Small-business owners commonly are stereotyped as plowing all of their revenue back into their businesses. This leaves them dependent on a large liquidation event for their retirement. Typically, this involves a sale of the business.
However, a sale can be very problematic. Many business owners have never developed the infrastructure necessary to make taking over the business attractive to a third-party buyer. In other cases, the revenue of the business may simply be too dependent upon the skills and relationships of the business owner for there to be anything of real value that can be sold. If there is a second generation available to take over the business, then converting ownership into liquidity is even more problematic.
The solution to these problems in some cases may be a qualified retirement plan. Many small-business owners do not have any retirement plan, or they only provide minimal retirement benefits primarily for their employees, without any regard to their own retirement. In part, this results from the owner’s preference toward reinvesting in the business. However, few business owners are aware there are qualified retirement plan alternatives that can provide a hedge for retirement if their big liquidity event never materializes.
The kinds of businesses for which this approach may be suitable are endless. Imagine a successful home health care company largely dependent on referrals from physicians with whom the owner has developed personal relationships. How about an individual whose manufacturing business is dependent upon his skills and experience? The business may be very lucrative, but it lacks the manufacturing and financial infrastructure to be successful without the owner’s involvement in nearly every facet of the business. Although successful, the business may not be attractive to larger companies because the products and services are not so unique that they cannot be obtained elsewhere in the marketplace without the headache of buying and figuring out how to run the owner’s operation.

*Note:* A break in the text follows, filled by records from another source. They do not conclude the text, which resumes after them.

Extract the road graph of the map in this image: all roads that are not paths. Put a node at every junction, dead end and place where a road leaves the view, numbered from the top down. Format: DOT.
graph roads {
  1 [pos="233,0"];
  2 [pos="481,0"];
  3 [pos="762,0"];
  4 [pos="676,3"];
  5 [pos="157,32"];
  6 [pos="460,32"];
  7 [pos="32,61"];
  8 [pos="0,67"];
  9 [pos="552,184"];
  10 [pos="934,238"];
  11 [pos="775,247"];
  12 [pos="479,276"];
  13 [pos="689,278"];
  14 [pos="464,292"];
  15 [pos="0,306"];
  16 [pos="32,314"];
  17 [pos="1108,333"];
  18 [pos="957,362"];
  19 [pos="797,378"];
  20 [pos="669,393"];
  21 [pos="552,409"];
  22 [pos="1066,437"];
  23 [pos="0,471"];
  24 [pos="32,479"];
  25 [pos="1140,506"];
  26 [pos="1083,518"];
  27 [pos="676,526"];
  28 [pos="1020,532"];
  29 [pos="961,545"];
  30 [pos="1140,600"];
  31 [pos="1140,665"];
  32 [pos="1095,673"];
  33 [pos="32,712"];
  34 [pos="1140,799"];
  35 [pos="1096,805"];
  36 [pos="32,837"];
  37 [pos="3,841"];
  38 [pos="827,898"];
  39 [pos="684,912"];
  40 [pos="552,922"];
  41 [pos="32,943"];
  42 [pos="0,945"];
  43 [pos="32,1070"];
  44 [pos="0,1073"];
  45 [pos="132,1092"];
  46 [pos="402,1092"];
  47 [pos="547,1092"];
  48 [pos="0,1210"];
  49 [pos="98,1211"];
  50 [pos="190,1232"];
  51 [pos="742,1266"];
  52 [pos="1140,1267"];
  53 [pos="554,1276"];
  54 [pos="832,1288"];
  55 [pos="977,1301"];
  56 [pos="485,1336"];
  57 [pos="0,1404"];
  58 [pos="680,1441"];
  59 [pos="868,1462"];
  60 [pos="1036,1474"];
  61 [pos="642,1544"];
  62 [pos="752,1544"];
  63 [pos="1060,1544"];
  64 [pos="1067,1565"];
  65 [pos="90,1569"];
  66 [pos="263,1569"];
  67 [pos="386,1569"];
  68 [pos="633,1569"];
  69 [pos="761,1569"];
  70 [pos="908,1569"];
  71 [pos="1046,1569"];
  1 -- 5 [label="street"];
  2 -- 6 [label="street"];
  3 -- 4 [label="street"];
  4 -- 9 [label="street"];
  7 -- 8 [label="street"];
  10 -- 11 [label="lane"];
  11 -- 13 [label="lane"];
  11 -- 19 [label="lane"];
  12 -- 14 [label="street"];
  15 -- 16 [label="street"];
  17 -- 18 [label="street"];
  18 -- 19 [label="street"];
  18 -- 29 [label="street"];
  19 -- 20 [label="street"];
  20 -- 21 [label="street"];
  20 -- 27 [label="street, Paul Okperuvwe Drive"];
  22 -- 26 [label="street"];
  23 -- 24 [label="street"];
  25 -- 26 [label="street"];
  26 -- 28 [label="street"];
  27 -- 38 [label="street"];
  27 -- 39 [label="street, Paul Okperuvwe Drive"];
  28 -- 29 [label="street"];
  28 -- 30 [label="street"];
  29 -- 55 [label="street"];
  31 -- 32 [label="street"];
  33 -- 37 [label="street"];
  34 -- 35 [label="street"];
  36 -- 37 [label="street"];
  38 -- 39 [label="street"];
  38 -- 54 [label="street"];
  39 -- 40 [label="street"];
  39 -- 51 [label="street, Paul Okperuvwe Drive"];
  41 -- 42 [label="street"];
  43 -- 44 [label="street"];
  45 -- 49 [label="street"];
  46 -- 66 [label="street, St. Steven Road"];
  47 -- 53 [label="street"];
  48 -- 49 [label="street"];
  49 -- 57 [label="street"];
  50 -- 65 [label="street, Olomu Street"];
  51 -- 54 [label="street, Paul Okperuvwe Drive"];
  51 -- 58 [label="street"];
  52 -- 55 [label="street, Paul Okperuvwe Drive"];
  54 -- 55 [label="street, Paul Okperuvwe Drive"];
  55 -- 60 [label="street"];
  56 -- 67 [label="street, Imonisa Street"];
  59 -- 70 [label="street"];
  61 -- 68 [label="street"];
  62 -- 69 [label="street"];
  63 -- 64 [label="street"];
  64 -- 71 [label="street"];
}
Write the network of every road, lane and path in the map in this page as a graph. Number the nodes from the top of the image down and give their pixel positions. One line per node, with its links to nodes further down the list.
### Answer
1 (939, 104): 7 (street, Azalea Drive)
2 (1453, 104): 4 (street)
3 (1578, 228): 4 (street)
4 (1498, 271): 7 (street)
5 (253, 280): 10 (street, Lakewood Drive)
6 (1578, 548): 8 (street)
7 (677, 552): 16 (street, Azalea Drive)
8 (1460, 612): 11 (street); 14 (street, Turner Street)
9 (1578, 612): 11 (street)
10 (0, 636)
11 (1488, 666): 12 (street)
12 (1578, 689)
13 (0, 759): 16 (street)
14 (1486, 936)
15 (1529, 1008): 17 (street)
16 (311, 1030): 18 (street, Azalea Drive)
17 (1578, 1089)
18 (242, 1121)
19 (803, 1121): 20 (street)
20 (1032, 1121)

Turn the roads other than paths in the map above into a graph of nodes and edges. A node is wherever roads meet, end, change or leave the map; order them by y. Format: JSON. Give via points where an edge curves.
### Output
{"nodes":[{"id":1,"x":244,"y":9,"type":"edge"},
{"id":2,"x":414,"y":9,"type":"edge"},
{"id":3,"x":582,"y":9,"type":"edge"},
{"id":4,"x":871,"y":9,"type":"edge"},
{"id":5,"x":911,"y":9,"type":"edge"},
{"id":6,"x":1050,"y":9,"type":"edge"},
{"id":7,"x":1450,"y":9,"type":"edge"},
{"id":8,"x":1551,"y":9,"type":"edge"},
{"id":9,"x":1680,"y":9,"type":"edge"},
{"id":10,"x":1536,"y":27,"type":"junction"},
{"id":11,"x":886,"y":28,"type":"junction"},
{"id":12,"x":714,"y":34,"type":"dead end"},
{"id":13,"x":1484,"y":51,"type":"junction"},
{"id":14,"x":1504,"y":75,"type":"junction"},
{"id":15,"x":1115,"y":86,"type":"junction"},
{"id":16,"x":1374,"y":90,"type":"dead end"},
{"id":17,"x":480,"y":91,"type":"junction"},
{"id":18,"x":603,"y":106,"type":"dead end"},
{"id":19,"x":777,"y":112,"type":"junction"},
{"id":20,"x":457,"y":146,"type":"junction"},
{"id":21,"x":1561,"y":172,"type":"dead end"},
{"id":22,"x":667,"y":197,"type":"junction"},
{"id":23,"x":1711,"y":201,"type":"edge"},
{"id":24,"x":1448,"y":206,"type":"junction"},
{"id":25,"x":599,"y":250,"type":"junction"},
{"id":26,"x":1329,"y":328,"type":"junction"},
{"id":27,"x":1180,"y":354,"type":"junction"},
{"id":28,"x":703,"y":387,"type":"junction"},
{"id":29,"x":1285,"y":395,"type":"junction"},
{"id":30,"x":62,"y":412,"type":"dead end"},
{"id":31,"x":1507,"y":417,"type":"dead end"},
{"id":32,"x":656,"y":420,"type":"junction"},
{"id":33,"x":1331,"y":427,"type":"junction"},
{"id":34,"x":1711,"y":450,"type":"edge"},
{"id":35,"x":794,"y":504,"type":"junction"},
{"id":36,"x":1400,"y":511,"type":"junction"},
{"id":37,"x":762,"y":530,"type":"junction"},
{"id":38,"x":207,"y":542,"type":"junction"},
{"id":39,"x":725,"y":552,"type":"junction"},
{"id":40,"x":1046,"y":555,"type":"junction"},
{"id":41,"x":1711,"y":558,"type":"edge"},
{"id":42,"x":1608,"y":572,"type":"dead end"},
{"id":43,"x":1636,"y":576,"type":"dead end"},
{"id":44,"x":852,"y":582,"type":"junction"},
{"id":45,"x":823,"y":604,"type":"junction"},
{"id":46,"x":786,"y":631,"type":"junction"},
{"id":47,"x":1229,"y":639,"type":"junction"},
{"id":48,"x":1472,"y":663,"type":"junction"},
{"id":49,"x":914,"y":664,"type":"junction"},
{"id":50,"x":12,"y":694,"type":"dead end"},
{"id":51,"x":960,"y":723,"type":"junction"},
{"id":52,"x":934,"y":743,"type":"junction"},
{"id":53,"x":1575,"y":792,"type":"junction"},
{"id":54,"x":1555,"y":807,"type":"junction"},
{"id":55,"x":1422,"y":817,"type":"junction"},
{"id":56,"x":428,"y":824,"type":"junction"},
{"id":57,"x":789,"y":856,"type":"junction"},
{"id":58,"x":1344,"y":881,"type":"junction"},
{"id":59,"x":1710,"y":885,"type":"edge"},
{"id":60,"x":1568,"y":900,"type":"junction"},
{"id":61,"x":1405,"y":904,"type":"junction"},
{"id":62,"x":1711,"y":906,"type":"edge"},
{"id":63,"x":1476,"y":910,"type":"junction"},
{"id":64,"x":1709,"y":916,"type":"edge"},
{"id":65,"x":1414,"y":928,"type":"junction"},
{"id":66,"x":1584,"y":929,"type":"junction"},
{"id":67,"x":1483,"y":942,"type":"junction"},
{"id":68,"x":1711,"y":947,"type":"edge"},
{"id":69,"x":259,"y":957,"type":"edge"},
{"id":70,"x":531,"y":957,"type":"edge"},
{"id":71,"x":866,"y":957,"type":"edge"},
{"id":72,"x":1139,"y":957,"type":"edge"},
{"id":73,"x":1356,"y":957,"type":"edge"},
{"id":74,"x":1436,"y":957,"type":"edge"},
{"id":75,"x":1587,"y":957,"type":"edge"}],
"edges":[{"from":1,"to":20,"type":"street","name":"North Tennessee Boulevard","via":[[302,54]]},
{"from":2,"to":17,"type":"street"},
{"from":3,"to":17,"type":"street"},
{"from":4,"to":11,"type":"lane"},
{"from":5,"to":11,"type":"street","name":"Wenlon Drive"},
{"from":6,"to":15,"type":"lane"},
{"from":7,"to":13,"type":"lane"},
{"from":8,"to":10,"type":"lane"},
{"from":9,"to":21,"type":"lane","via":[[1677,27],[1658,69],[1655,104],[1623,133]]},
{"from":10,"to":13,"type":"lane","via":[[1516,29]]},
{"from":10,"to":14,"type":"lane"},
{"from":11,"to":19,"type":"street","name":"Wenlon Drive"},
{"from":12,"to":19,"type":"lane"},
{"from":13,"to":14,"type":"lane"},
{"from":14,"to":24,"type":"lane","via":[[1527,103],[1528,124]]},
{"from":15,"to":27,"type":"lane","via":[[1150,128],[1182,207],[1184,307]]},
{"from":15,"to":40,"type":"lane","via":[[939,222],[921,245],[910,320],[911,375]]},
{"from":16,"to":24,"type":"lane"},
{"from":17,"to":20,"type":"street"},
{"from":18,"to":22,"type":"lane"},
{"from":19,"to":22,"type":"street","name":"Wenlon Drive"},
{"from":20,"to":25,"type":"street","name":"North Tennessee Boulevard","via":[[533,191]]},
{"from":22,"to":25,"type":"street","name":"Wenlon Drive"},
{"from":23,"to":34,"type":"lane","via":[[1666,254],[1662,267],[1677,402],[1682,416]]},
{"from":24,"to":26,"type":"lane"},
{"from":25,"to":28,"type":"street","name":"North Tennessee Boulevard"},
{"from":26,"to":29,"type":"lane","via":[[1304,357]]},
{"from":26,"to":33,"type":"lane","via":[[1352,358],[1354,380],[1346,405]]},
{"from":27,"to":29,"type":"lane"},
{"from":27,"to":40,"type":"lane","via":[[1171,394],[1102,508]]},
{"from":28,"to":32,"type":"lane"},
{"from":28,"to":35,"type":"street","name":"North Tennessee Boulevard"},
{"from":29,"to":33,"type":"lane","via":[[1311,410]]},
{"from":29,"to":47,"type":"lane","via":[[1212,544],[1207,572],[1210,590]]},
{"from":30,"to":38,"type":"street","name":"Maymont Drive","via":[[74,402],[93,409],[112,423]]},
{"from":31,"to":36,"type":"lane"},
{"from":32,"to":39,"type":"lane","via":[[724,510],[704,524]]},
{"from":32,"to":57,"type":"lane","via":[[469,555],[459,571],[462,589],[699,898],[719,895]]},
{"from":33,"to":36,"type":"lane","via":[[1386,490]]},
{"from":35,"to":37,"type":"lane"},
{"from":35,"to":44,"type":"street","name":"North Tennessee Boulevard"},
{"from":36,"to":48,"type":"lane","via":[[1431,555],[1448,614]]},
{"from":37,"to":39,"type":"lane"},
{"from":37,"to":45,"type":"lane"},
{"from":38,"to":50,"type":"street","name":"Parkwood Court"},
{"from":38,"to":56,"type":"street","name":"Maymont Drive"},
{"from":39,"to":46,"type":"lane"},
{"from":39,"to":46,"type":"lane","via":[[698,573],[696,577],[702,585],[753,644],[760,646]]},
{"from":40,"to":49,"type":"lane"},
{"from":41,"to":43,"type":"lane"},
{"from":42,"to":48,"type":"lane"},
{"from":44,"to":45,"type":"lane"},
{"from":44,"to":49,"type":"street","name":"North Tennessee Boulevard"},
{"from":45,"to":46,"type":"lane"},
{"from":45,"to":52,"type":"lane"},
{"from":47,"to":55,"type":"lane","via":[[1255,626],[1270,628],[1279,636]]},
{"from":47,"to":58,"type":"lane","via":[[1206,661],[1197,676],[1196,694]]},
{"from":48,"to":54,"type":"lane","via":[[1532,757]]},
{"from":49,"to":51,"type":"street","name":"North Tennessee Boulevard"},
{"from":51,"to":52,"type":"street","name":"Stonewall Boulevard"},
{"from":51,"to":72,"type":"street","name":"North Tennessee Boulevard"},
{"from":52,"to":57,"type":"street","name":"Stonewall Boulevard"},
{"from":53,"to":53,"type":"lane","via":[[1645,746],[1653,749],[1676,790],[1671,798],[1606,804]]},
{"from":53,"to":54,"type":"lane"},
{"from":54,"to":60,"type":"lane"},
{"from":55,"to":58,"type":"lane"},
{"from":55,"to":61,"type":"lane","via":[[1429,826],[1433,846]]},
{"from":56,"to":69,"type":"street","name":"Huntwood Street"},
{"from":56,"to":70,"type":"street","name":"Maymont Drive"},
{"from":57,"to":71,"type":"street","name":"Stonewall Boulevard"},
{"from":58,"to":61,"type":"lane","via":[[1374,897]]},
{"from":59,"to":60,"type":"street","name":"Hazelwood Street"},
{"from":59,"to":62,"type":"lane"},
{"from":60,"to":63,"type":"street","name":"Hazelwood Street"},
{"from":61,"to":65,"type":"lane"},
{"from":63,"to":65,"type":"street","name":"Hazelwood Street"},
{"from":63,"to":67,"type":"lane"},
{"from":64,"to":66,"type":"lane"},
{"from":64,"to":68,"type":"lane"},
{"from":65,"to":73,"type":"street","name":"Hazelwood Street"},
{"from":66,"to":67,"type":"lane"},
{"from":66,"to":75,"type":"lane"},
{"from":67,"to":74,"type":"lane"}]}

If the objective is to create an arrangement where the business owner can put away a lot more money for retirement than the average 401(k) plan, then one possible solution involves cross-testing. All qualified retirement plans place limits on the amount of compensation upon which benefits can be based, and on the benefits that can be provided to the highly compensated employees as compared to the non-highly compensated employees. Basically, these are the nondiscrimination requirements. In 401(k) and similar “defined contribution” plans, it is the contributions that are generally tested for discrimination. Cross-testing is simply an innovative approach to converting the contributions to benefits and then testing the benefits for nondiscrimination. This innovation can greatly enhance the benefits available to the business owner. The benefits can be further enhanced by adding a second plan, such as a cash balance pension plan.
A cash balance pension plan is a type of pension plan, except that instead of providing a benefit based on a formula using compensation and service, the benefit formula is based on a hypothetical account balance consisting of two parts:
1. Pay credits (a percentage of compensation), and
2. Interest credits (e.g., a fixed rate up to 6 percent).
Both employers and employees tend to like cash balance pension plans because of this easy-to-understand benefit formula.
The employer’s deduction in the case of a cross-tested 401(k) or other defined contribution plan is 25 percent of payroll. In the case of the cash balance pension plan, the employer may deduct whatever amount is required to fund the employees’ benefit. For 2017, the maximum “annual addition” under a defined contribution plan is the lesser of 100 percent of compensation or $54,000. The maximum annual benefit under a defined benefit pension plan is $215,000. The maximum compensation for an individual that can be taken into account under a qualified plan is $270,000 in 2017.
While most small businesses these days provide at least a basic retirement plan for their employees, a carefully thought out retirement plan or combination of retirement plans can serve as part of the business owner’s succession plan. By accumulating some funds inside a retirement plan, instead of exclusively inside the company, a business owner can help alleviate the problem of relying upon a buyer for the business to fund the owner’s retirement.